The Department of Compassion, formally known as The Labor Department, announced today release of a training video to assist laid off, downsized, and Enronized workers. Enronized workers are those workers left holding the bag after corrupt management managed the company into bankruptcy making the worker’s 401k’s nearly worthless. This video is not for executives or CEO’s or upper management, as they typically pay themselves huge bonuses and sell their stock before the bottom falls out. Plus they have a huge safety net; they can always rely on the government to help them out. In fact this video has been put together by former Enron executives and managers who now work for the Department of Compassion. Enough background, let’s get to the exciting news.

The video is titled: ‘From Middle class to Peasant, How to Make the Transition’. The video first brings us into the Life of George, a typical white middle class male who loses his job at age fifty, when the company ships his job overseas to take advantage of slave labor. When we first meet George, he’s just received his pink slip and is contemplating suicide or going postal. A life long member of the NRA and Republican party he can’t understand how this could happen to him. George feels that maybe he’s not being treated fairly. Normally he’d blame a Democrat or other wily commie leaning socialist type, but with Republicans occupying the White House and in control of Congress and in control of the Supreme Court, he has no one to use as a scapegoat.

Here’s where the video cuts in, a wise monkey in a little hat hops up onto George’s desk and says, ‘George that’s wrong, just say no to suicide or going postal, I’m here to tell you that you too can make the adjustment to peasantry and learn to beg for peanuts just like me.’

“How am I going to make payments on my truck and house?”

“You’re not. Oh you’ll try, but being over forty-five the only jobs available to you will be part time without benefits. Yes, you too can be one of those happy employees working part time at minimum wage at a humongous retail chain. Look on the bright side, the 40 hour work week will be a thing of the past.”

“Where will I live?”

“In trees like me. Or a cardboard refrigerator box, although the rent on those is rising.”

“I’ve never lived like that, I was born and raised in a Ranch house with three bedrooms and two toilets.”

“Well George, you know there is a war on and everybody has got to make sacrifices.”

“I don’t see everybody making sacrifices. How come the executives got a bonus?”

“They got a bonus George because they cut your job, along with thousands more like you and sent those jobs over seas, where starving people will work for practically nothing. You should be grateful to be living in America land of the free and the brave.”

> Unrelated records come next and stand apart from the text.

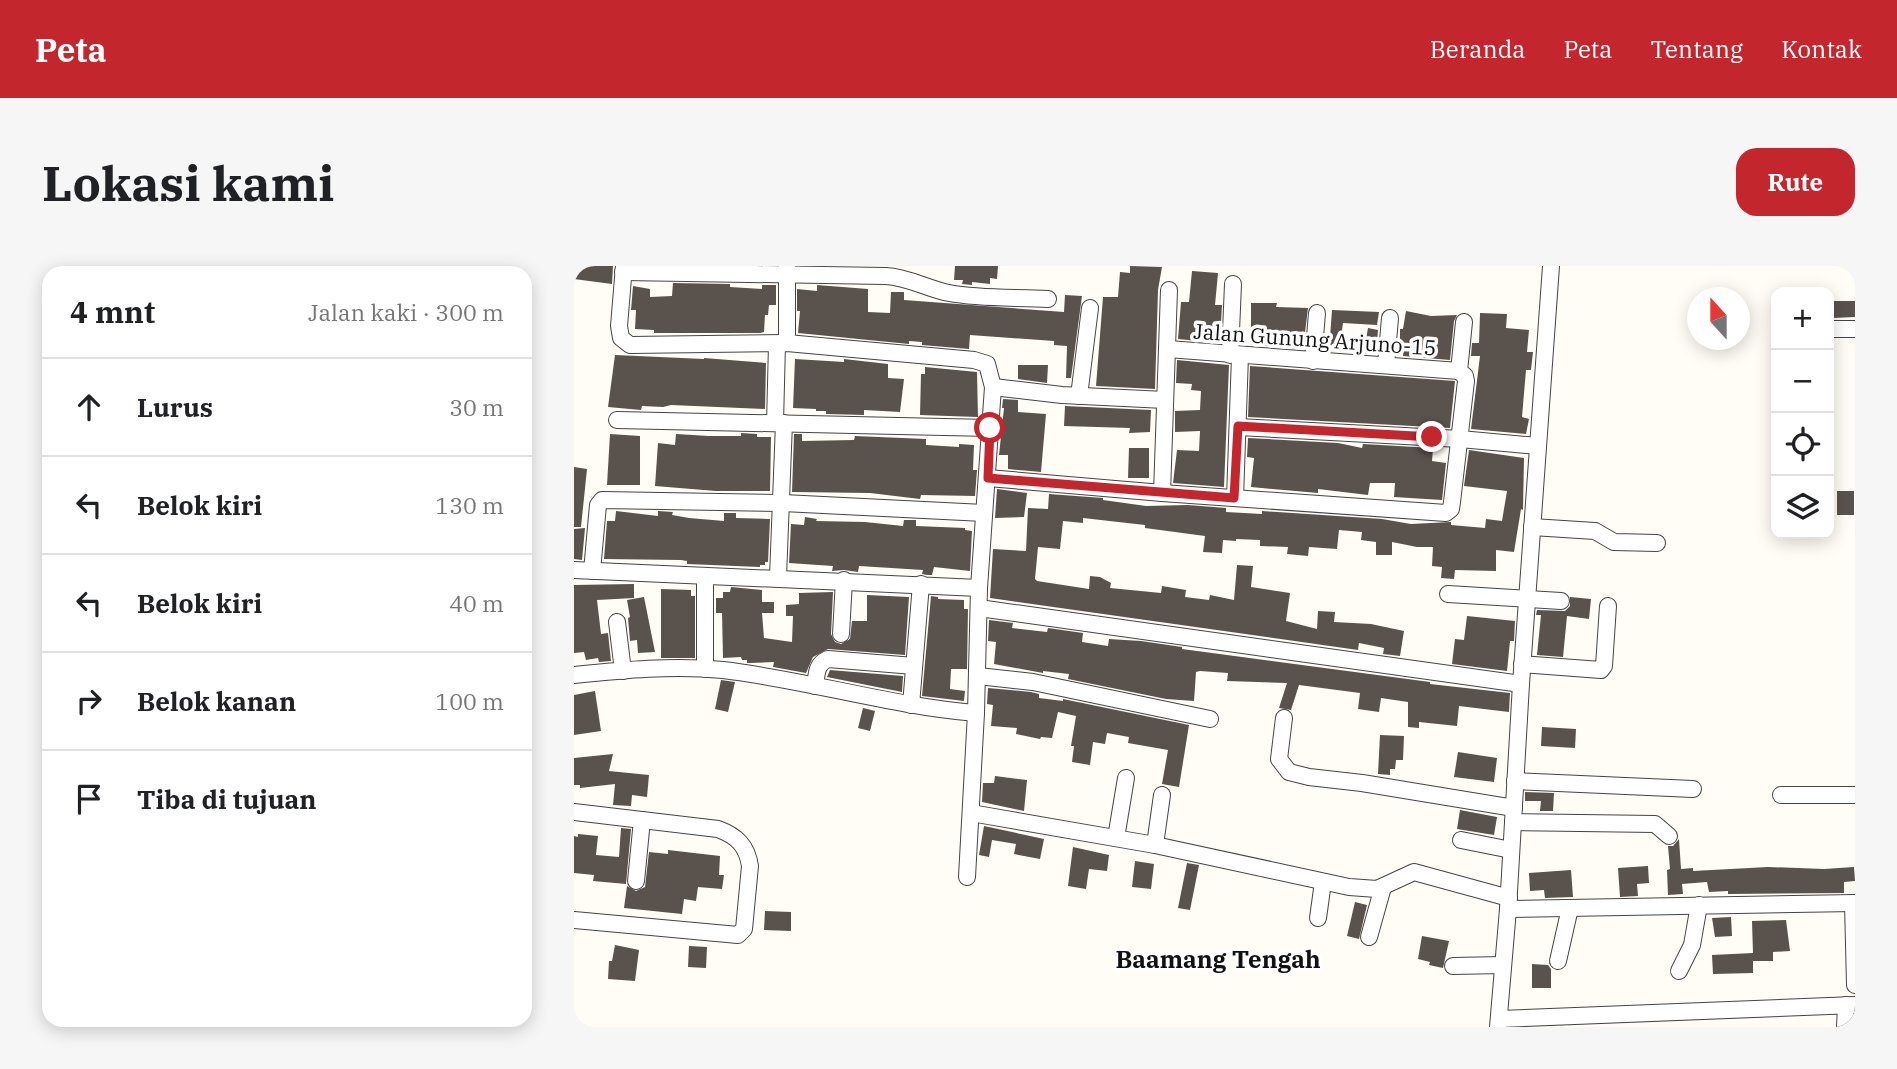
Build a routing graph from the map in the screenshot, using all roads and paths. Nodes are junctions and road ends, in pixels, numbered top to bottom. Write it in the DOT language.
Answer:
graph roads {
  1 [pos="1551,266"];
  2 [pos="624,269"];
  3 [pos="714,270"];
  4 [pos="786,270"];
  5 [pos="1233,284"];
  6 [pos="1169,290"];
  7 [pos="1048,299"];
  8 [pos="1090,308"];
  9 [pos="1317,313"];
  10 [pos="1390,317"];
  11 [pos="1464,322"];
  12 [pos="1834,329"];
  13 [pos="1855,329"];
  14 [pos="782,343"];
  15 [pos="1168,349"];
  16 [pos="1235,356"];
  17 [pos="1313,361"];
  18 [pos="1386,365"];
  19 [pos="1459,371"];
  20 [pos="993,387"];
  21 [pos="1079,396"];
  22 [pos="1165,400"];
  23 [pos="617,420"];
  24 [pos="780,423"];
  25 [pos="1238,426"];
  26 [pos="990,428"];
  27 [pos="1460,439"];
  28 [pos="1538,446"];
  29 [pos="988,478"];
  30 [pos="1162,493"];
  31 [pos="1234,498"];
  32 [pos="783,503"];
  33 [pos="984,513"];
  34 [pos="1532,527"];
  35 [pos="1657,543"];
  36 [pos="574,570"];
  37 [pos="592,571"];
  38 [pos="705,577"];
  39 [pos="778,578"];
  40 [pos="844,580"];
  41 [pos="922,584"];
  42 [pos="979,588"];
  43 [pos="1448,594"];
  44 [pos="1527,600"];
  45 [pos="1561,601"];
  46 [pos="1608,606"];
  47 [pos="979,608"];
  48 [pos="617,622"];
  49 [pos="841,634"];
  50 [pos="1522,664"];
  51 [pos="914,666"];
  52 [pos="705,669"];
  53 [pos="623,671"];
  54 [pos="574,675"];
  55 [pos="978,676"];
  56 [pos="1521,684"];
  57 [pos="815,686"];
  58 [pos="911,705"];
  59 [pos="976,713"];
  60 [pos="1284,718"];
  61 [pos="1210,719"];
  62 [pos="1126,778"];
  63 [pos="1515,781"];
  64 [pos="1693,789"];
  65 [pos="1162,795"];
  66 [pos="1781,795"];
  67 [pos="1855,795"];
  68 [pos="574,812"];
  69 [pos="971,813"];
  70 [pos="1513,815"];
  71 [pos="642,820"];
  72 [pos="1670,836"];
  73 [pos="1116,838"];
  74 [pos="1461,840"];
  75 [pos="1155,845"];
  76 [pos="1511,850"];
  77 [pos="967,877"];
  78 [pos="636,881"];
  79 [pos="1323,882"];
  80 [pos="1384,887"];
  81 [pos="1508,903"];
  82 [pos="1854,903"];
  83 [pos="1699,905"];
  84 [pos="1570,908"];
  85 [pos="1318,918"];
  86 [pos="574,920"];
  87 [pos="1369,937"];
  88 [pos="1558,961"];
  89 [pos="1503,965"];
  90 [pos="1453,966"];
  91 [pos="1679,971"];
  92 [pos="1855,985"];
  93 [pos="1851,1005"];
  94 [pos="1606,1021"];
  95 [pos="1499,1023"];
  96 [pos="1845,1027"];
  1 -- 28 [label="street"];
  2 -- 3 [label="street"];
  2 -- 14 [label="street"];
  3 -- 4 [label="street"];
  4 -- 7 [label="street"];
  4 -- 14 [label="street"];
  5 -- 16 [label="street"];
  6 -- 15 [label="street"];
  8 -- 21 [label="street"];
  9 -- 17 [label="street"];
  10 -- 18 [label="street"];
  11 -- 19 [label="street"];
  12 -- 13 [label="street"];
  14 -- 20 [label="street"];
  14 -- 24 [label="street"];
  15 -- 16 [label="street, Jalan Gunung Arjuno-15"];
  15 -- 22 [label="street"];
  16 -- 17 [label="street, Jalan Gunung Arjuno-15"];
  16 -- 25 [label="street"];
  17 -- 18 [label="street, Jalan Gunung Arjuno-15"];
  18 -- 19 [label="street, Jalan Gunung Arjuno-15"];
  19 -- 27 [label="street"];
  20 -- 21 [label="street"];
  20 -- 26 [label="street"];
  21 -- 22 [label="street"];
  22 -- 30 [label="street"];
  23 -- 24 [label="street"];
  24 -- 26 [label="street"];
  24 -- 32 [label="street"];
  25 -- 27 [label="street"];
  25 -- 31 [label="street"];
  26 -- 29 [label="street"];
  27 -- 28 [label="street"];
  27 -- 31 [label="street"];
  28 -- 34 [label="street"];
  29 -- 30 [label="street"];
  29 -- 33 [label="street"];
  30 -- 31 [label="street"];
  32 -- 33 [label="street"];
  32 -- 37 [label="street"];
  32 -- 39 [label="street"];
  33 -- 42 [label="street"];
  34 -- 35 [label="street"];
  34 -- 44 [label="street"];
  36 -- 37 [label="street"];
  37 -- 38 [label="street"];
  38 -- 39 [label="street"];
  38 -- 52 [label="street"];
  39 -- 40 [label="street"];
  40 -- 41 [label="street"];
  40 -- 49 [label="street"];
  41 -- 42 [label="street"];
  41 -- 51 [label="street"];
  42 -- 47 [label="street"];
  43 -- 44 [label="street"];
  44 -- 45 [label="street"];
  44 -- 50 [label="street"];
  46 -- 50 [label="street"];
  47 -- 55 [label="street"];
  47 -- 56 [label="street"];
  48 -- 53 [label="street"];
  50 -- 56 [label="street"];
  51 -- 57 [label="street"];
  51 -- 58 [label="street"];
  52 -- 53 [label="street"];
  52 -- 57 [label="street"];
  53 -- 54 [label="street"];
  55 -- 59 [label="street"];
  55 -- 61 [label="street"];
  56 -- 63 [label="street"];
  57 -- 58 [label="street"];
  58 -- 59 [label="street"];
  59 -- 69 [label="street"];
  60 -- 70 [label="street"];
  62 -- 73 [label="street"];
  63 -- 64 [label="street"];
  63 -- 70 [label="street"];
  65 -- 75 [label="street"];
  66 -- 67 [label="street"];
  68 -- 71 [label="street"];
  69 -- 73 [label="street"];
  69 -- 77 [label="street"];
  70 -- 72 [label="street"];
  70 -- 76 [label="street"];
  71 -- 78 [label="street"];
  71 -- 86 [label="street"];
  73 -- 75 [label="street"];
  74 -- 76 [label="street"];
  75 -- 79 [label="street"];
  76 -- 81 [label="street"];
  79 -- 80 [label="street"];
  79 -- 85 [label="street"];
  80 -- 81 [label="street"];
  80 -- 87 [label="street"];
  81 -- 84 [label="street"];
  81 -- 89 [label="street"];
  82 -- 83 [label="street"];
  82 -- 92 [label="street"];
  83 -- 84 [label="street"];
  83 -- 91 [label="street"];
  84 -- 88 [label="street"];
  89 -- 90 [label="street"];
  89 -- 95 [label="street"];
  93 -- 94 [label="street"];
  93 -- 96 [label="street"];
  94 -- 95 [label="street"];
}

“I don’t feel grateful anymore, I used to, I used to feel real grateful.”

“Becoming a peasant’s not so bad; to help you make the transition, the Department of Compassion is donating to you 100 gallons of the cheapest wine we could buy from a Big Campaign Contributor.”

Suddenly George took the Department of Compassion Monkey by the neck and throttled it. The video cut out at that point. The Department of Compassion says they are now working on a new video. They’ve decided that a robot might be a better trainer than a monkey. They believe a computerized robot can deliver the desired message without arousing as much anger. The head on the robot looks exactly like a television set. A television with rabbit ears. We’ll review the new video when available. Until then, the middle class will have to struggle in making the transition to peasantry on their own. Good Luck!